Obama and Clinton on Obama's NAFTA Attack

My post yesterday with images of the NAFTA attack mailer sent out by Barack Obama's campaign was picked up by political reporter Scott Helman writing on the Boston Globe blog Political Intelligence. Helman asks of the mailer, is it "a fair shot or a cheap shot?" He notes that Hillary Clinton did not use the actual word "boon" in describing NAFTA -- that word was taken from a paraphrase published in Newsday.

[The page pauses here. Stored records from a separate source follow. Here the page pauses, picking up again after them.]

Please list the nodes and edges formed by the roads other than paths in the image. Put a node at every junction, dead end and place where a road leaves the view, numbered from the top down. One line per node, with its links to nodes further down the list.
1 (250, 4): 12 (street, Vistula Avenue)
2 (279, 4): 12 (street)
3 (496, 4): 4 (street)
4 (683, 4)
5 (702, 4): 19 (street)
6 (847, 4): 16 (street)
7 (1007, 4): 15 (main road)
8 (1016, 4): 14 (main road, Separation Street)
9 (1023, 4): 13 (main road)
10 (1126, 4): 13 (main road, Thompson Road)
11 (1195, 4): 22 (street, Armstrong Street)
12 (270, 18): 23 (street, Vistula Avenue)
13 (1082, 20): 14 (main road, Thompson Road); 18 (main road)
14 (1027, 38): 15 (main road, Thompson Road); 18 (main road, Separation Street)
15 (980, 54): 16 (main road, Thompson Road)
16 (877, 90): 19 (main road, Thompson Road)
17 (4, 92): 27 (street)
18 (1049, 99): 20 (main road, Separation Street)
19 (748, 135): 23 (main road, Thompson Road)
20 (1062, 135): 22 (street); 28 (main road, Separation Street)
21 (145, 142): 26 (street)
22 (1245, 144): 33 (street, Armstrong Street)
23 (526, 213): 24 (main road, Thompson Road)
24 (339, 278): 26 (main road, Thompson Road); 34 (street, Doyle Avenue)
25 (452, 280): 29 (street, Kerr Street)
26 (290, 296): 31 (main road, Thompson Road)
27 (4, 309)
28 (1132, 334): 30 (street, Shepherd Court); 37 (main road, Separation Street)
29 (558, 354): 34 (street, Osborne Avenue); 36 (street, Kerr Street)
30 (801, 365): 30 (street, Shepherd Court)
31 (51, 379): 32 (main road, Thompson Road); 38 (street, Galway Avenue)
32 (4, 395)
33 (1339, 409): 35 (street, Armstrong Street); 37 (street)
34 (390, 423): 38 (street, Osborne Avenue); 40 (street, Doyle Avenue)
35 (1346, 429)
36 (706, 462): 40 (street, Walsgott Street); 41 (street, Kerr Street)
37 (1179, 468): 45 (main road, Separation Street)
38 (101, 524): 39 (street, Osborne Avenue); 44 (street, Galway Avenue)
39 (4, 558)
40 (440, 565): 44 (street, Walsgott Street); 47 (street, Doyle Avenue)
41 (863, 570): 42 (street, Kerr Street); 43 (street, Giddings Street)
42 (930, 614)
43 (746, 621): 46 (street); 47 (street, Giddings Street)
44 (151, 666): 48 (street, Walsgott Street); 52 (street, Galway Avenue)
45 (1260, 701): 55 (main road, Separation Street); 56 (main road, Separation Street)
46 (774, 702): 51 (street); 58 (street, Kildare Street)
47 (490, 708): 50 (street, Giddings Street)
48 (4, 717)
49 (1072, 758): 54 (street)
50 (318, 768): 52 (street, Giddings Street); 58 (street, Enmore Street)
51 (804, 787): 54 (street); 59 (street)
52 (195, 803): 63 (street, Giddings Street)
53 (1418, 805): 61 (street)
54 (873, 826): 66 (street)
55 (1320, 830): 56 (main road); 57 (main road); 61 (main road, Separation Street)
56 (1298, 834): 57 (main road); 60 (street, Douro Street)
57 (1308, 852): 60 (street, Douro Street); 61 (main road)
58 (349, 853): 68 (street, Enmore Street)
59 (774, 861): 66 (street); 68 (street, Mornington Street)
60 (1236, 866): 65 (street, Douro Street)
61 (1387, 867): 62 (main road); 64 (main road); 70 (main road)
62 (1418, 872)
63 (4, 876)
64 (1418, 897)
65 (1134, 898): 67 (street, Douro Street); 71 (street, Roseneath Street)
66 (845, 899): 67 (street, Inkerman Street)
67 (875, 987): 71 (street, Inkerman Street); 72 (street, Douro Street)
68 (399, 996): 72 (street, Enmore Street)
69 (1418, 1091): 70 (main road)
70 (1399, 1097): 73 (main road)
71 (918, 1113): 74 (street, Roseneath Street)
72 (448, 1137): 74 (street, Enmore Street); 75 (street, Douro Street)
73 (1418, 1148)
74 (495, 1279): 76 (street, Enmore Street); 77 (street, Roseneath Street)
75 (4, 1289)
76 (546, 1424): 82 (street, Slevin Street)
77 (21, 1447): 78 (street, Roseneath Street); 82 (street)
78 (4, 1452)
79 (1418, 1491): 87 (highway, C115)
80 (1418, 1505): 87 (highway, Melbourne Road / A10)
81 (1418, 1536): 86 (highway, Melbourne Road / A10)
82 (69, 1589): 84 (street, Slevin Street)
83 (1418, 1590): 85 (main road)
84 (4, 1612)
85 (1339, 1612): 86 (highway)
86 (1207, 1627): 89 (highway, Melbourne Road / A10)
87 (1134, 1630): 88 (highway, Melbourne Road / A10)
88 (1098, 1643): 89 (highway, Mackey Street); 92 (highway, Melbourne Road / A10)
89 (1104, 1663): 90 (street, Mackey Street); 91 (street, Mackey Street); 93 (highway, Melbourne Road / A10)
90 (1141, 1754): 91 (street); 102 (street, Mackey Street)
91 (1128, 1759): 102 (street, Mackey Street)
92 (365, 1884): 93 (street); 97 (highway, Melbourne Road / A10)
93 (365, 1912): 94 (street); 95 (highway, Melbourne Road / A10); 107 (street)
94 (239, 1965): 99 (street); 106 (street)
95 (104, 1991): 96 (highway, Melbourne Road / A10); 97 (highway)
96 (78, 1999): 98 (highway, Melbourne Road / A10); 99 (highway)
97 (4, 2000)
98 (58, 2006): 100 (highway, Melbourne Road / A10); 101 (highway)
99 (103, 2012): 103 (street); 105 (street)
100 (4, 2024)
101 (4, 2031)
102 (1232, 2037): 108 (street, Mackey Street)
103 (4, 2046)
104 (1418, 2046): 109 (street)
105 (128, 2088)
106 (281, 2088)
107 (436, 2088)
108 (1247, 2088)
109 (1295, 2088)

Helman helpfully points to justification for the attack at Obama's campaign site, and a rebuttal at Clinton's site. Obama points out that Clinton referred to NAFTA as a "success" in her memoir, that a report on a speech she gave in Texas in 1996 quoted her as praising the "widespread benefits" it would bring to the region, and that reporters at Bloomberg News and the San Francisco Chronicle recently described her as having changed her position on trade (the latter called it a "flip-flop"). For her part, Clinton accuses Obama of consistently fabricating quotes, cites a National Journal report that called Obama the presidential candidate most likely to support further trade liberalization, points out two examples of Obama votes that appear to support trade liberalization, attacks his criticism that her call for a "time out" on trade deals is vague, and reasserts several proposals she has made for stricter trade policy.

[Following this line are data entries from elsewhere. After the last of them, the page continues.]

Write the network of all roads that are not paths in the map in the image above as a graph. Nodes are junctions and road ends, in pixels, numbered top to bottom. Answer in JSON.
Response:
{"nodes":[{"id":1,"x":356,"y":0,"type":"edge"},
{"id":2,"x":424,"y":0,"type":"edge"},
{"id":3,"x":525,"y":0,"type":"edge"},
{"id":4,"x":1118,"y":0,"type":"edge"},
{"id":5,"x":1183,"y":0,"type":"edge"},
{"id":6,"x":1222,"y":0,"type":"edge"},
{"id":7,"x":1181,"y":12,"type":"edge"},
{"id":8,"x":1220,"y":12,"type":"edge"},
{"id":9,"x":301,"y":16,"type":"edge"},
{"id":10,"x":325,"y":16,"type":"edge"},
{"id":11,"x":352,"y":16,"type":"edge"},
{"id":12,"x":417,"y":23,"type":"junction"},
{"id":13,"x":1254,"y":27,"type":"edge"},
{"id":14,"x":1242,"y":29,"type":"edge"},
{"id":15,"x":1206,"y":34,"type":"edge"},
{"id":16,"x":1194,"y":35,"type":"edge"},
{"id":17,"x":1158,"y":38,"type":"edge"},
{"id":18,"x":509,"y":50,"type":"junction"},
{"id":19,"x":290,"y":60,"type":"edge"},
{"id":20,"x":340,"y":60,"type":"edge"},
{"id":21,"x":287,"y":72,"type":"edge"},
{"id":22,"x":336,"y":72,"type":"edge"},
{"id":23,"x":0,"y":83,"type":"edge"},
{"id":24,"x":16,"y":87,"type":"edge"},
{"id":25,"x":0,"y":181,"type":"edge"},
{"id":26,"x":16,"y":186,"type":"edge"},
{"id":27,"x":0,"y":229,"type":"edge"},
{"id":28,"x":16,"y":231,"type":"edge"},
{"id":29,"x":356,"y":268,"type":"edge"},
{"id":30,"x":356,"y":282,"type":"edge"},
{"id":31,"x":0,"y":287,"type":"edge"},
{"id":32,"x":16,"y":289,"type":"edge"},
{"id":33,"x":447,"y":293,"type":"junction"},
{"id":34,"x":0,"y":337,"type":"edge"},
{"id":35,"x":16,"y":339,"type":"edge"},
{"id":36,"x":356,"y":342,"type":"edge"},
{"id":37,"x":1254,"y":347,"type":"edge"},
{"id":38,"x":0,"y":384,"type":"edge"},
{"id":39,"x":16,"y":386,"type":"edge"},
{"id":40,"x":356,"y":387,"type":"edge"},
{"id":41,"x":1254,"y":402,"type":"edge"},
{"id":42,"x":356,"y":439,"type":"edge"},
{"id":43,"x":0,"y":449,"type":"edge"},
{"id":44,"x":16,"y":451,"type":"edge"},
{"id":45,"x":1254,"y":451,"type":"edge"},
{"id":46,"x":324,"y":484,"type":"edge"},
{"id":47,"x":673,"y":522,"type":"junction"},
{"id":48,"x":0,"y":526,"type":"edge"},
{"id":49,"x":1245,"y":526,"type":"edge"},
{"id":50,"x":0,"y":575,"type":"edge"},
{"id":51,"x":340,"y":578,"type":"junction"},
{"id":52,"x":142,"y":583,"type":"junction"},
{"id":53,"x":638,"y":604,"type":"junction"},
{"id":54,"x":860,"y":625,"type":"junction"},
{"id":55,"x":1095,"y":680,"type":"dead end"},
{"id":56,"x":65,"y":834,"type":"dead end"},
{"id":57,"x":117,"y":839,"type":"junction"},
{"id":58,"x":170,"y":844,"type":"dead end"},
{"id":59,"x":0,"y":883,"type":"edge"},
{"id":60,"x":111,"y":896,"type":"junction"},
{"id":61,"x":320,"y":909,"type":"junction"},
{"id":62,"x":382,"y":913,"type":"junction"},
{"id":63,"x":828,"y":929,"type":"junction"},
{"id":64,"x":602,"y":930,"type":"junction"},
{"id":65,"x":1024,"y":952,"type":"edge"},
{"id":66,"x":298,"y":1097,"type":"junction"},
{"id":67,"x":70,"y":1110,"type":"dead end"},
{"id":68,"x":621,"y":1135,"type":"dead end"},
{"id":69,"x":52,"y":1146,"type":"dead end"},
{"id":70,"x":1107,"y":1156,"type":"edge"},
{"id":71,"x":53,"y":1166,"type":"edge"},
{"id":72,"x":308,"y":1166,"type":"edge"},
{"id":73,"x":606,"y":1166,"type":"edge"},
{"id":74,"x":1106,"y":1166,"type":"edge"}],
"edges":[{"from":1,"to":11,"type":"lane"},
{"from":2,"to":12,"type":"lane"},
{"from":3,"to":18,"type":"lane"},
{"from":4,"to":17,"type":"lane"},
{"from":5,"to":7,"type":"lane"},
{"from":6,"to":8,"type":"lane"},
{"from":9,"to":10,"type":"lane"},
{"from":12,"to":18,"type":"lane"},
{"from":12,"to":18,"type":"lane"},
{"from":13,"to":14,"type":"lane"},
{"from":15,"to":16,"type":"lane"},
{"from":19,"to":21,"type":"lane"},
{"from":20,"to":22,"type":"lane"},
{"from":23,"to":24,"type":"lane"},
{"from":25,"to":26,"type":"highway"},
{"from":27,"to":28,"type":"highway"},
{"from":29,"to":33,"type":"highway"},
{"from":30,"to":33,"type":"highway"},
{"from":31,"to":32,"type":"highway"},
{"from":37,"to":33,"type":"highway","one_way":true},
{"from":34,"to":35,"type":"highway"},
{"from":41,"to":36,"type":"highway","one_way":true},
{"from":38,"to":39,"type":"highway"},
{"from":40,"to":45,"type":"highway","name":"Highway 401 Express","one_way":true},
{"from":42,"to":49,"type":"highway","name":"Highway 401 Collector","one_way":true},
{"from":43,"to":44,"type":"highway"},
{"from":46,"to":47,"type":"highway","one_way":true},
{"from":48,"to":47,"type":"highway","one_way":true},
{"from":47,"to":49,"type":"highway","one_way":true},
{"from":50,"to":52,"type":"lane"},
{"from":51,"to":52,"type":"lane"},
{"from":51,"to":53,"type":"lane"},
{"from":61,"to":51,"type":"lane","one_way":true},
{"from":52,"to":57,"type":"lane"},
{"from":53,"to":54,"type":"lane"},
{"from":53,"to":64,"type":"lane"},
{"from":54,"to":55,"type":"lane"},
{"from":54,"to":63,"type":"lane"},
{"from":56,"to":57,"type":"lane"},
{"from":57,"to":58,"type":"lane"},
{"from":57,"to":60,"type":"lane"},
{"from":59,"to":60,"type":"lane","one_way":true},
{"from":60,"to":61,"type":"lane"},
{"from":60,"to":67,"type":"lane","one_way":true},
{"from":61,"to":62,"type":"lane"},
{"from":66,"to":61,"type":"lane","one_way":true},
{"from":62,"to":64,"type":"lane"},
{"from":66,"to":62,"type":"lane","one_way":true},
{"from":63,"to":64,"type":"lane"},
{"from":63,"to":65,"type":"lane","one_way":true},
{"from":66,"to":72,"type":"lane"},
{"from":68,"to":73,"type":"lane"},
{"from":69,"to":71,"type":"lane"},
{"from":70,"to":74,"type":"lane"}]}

It looks to me like Obama has identified enough of a basis to make Clinton's record about NAFTA fair game as an issue. However, Clinton and her supporters make a valid argument that his focus on the word "boon" is questionable, and of course his mailer is oversimplified in its characterization of Clinton's position. I don't think the mailer is so grossly unfair and misleading as to stand out as major blunder by Obama's campaign. I do expect Clinton to respond to it aggressively, and that's appropriate.